What the task asks:
The data below is to be transcribed word for word; pictures are to be excluded.

Information:
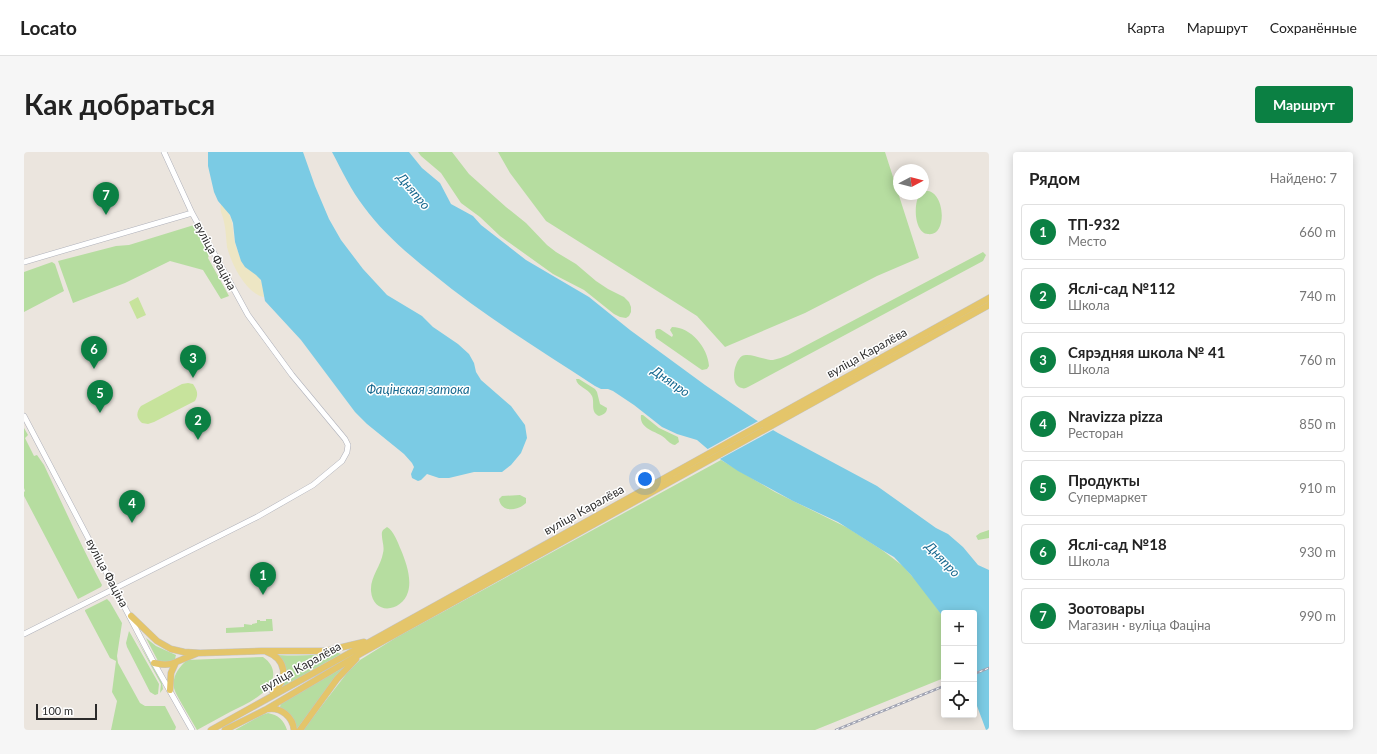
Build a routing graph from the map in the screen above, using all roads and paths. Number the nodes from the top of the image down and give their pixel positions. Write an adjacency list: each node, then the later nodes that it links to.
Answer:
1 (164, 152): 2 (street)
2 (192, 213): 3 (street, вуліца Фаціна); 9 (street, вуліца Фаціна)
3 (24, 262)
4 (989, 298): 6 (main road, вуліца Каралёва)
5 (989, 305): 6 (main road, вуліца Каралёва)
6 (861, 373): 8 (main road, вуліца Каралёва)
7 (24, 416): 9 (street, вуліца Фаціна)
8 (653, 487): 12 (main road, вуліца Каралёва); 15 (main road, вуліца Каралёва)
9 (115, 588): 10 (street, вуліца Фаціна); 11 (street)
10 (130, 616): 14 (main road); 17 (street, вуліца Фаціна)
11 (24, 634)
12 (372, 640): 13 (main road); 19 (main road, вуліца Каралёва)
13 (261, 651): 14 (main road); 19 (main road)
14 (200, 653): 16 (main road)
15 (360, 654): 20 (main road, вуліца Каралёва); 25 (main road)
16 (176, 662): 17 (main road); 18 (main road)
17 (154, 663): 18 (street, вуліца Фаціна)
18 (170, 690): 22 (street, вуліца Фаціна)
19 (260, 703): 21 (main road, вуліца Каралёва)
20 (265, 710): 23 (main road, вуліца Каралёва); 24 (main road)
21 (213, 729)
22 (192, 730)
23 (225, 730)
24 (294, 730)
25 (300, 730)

Task output:
Build a routing graph from the map in the screen above, using all roads and paths. Number the nodes from the top of the image down and give their pixel positions. Write an adjacency list: each node, then the later nodes that it links to.
Answer:
1 (164, 152): 2 (street)
2 (192, 213): 3 (street, вуліца Фаціна); 9 (street, вуліца Фаціна)
3 (24, 262)
4 (989, 298): 6 (main road, вуліца Каралёва)
5 (989, 305): 6 (main road, вуліца Каралёва)
6 (861, 373): 8 (main road, вуліца Каралёва)
7 (24, 416): 9 (street, вуліца Фаціна)
8 (653, 487): 12 (main road, вуліца Каралёва); 15 (main road, вуліца Каралёва)
9 (115, 588): 10 (street, вуліца Фаціна); 11 (street)
10 (130, 616): 14 (main road); 17 (street, вуліца Фаціна)
11 (24, 634)
12 (372, 640): 13 (main road); 19 (main road, вуліца Каралёва)
13 (261, 651): 14 (main road); 19 (main road)
14 (200, 653): 16 (main road)
15 (360, 654): 20 (main road, вуліца Каралёва); 25 (main road)
16 (176, 662): 17 (main road); 18 (main road)
17 (154, 663): 18 (street, вуліца Фаціна)
18 (170, 690): 22 (street, вуліца Фаціна)
19 (260, 703): 21 (main road, вуліца Каралёва)
20 (265, 710): 23 (main road, вуліца Каралёва); 24 (main road)
21 (213, 729)
22 (192, 730)
23 (225, 730)
24 (294, 730)
25 (300, 730)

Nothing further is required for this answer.